I really like cold noodle salads, you can make them really fresh with a mix of raw and steamed vegetables and a zingy dressing. I used a mix of typical stirfry ingredients like julienned carrot, courgette and edamame beans but I mixed in some of my other salad faves like lettuce!
I am just getting used to making interesting salad dressings. My ‘go to’ dressing is olive oil, vinegar, lemon and sometimes wholegrain mustard, smooth and glossy but also acidic enough to cut through other flavours.
The thing I like about Asian dressings is that you can include all of those amazing fragrances like ginger, garlic and red chilli. Leave them to marinade in the soya sauce for a while to soften the sharpness.
Edamame and rice noodle salad
For the dressing:
1 Lime (Juice)
Few drops of Toasted Sesame Oil
1 tblspn Gluten Free Soya Sauce or Tamari Sauce
1 Red Chilli
1 Inch. Ginger
1 Garlic Cove
1 Cup Edamame beans,
1 large Carrot
2 heads Gem Lettuce
2 portions of thin Rice Noodles
To make the dressing squeeze the lime juice into a bowl and add the sesame oil and soya sauce. Finally chop the red chilli (deseed if you want it less spicy), garlic and ginger and add to the sauce in the bowl. Put to one side.
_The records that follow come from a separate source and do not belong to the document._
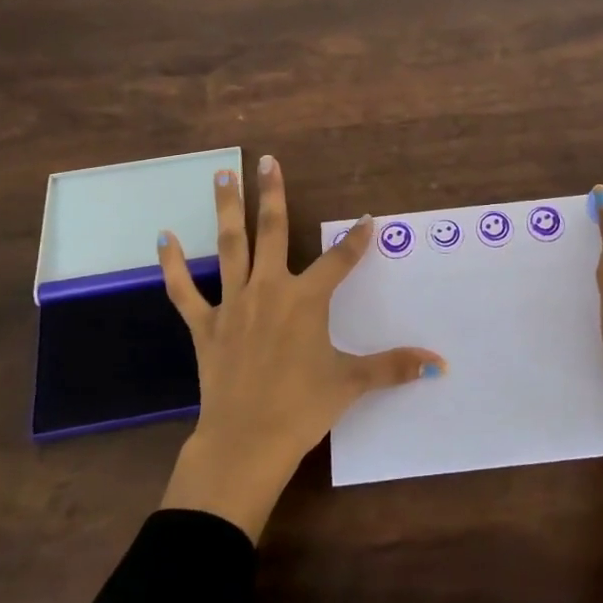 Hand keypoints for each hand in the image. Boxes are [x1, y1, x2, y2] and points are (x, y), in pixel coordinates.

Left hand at [156, 155, 443, 538]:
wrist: (245, 442)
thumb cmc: (302, 408)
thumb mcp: (352, 383)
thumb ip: (394, 367)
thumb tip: (440, 365)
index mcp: (307, 300)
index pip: (339, 260)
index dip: (357, 239)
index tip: (368, 219)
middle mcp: (270, 290)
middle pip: (273, 232)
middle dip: (272, 194)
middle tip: (267, 160)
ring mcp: (233, 305)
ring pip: (230, 247)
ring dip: (227, 209)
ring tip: (222, 174)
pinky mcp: (204, 326)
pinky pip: (184, 290)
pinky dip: (172, 265)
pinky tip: (162, 237)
Steam or boil the edamame beans for 3-4 minutes. Cook the noodles according to the packet instructions then run under cold water and allow to cool down with the beans.
Slice the lettuce and finely julienne the carrot and courgette. Mix everything together, serve onto a big plate or a salad bowl and pour over the dressing. Serve at room temperature.
I had this for lunch over three days and it kept well in the fridge, just cover the bowl with cling film and keep cold.
You could add any of your favourite salad items such as cucumber, peppers, onions, book choi, celery or mushrooms.